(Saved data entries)
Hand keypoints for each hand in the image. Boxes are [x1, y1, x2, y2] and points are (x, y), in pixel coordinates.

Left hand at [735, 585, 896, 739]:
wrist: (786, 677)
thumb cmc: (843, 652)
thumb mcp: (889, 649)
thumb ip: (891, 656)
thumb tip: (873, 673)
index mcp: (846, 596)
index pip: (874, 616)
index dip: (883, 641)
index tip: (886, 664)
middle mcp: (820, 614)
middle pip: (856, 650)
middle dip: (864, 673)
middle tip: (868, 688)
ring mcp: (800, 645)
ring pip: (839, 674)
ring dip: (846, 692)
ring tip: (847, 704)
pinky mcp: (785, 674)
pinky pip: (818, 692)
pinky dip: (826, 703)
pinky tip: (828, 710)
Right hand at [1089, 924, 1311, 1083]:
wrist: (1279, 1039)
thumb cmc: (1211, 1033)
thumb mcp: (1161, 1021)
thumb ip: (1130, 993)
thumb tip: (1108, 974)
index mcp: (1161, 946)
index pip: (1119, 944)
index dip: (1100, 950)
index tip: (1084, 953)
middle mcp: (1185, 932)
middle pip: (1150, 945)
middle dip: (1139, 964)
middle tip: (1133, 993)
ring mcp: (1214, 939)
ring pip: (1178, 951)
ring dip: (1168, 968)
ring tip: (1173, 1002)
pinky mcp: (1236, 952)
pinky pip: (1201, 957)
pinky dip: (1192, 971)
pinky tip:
...
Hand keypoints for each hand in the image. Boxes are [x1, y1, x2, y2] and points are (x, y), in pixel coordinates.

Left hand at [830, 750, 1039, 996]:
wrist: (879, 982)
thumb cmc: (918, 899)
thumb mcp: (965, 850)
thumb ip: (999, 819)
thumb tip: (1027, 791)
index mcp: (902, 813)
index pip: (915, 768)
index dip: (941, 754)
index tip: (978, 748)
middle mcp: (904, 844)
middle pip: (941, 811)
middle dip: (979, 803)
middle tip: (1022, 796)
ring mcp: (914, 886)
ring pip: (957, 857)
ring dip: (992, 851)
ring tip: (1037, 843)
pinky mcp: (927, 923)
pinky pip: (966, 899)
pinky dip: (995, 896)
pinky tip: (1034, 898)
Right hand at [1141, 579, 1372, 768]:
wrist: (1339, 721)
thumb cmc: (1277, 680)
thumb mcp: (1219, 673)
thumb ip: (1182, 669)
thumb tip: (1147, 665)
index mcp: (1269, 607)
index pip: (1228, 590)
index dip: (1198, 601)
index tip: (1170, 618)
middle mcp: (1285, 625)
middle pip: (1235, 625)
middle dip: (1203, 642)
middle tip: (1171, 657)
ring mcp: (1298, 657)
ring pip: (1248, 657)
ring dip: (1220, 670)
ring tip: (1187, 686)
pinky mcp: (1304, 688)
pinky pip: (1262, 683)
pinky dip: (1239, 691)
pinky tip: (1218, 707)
---
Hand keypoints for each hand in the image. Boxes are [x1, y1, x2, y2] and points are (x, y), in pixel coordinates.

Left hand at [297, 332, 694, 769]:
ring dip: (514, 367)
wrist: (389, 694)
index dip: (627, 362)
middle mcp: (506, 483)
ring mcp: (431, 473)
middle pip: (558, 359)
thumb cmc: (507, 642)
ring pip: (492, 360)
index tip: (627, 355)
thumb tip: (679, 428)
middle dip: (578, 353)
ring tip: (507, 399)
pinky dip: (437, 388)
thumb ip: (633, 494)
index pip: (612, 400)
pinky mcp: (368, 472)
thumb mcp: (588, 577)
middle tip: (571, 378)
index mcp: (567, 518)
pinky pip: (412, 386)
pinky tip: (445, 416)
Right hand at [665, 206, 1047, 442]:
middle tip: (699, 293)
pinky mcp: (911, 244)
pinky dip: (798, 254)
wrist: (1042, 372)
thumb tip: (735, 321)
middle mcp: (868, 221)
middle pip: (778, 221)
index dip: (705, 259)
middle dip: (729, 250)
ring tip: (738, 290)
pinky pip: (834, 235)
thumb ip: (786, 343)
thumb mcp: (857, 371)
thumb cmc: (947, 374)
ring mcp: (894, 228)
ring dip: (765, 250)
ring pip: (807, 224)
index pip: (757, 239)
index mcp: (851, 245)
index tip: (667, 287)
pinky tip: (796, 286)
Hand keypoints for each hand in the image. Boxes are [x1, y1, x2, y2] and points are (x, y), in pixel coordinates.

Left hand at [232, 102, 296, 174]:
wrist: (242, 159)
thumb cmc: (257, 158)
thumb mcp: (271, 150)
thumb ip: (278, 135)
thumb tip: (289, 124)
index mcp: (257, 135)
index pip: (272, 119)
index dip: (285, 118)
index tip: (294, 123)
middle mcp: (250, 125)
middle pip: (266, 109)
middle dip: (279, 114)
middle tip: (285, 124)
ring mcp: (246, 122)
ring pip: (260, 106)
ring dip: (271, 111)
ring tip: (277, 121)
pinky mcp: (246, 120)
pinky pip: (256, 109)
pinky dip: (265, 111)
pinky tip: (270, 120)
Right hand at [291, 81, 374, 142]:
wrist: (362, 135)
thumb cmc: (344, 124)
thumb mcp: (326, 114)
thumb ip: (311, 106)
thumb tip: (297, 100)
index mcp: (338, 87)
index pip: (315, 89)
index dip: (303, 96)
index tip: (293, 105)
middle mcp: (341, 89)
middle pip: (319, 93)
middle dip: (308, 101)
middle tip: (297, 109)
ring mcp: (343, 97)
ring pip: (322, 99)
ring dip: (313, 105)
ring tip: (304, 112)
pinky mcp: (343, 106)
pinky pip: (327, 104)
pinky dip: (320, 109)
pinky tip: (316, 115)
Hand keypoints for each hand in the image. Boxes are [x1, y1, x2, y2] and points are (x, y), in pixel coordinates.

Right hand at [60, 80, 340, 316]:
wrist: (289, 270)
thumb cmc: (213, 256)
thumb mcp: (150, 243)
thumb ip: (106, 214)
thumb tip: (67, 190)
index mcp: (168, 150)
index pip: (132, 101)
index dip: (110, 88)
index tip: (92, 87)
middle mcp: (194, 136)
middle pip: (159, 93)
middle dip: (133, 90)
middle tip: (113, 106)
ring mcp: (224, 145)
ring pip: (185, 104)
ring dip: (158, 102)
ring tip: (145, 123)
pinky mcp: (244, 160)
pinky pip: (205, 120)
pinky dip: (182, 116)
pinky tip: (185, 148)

> What to do: The answer must be every line of the data that holds the word "Right".

> Written response:
Right hand at [1089, 924, 1311, 1083]:
Right hand at [1141, 579, 1372, 768]:
Right hand at [665, 206, 1047, 442]:
Right hand at [291, 81, 374, 142]:
Right hand at [60, 80, 340, 316]:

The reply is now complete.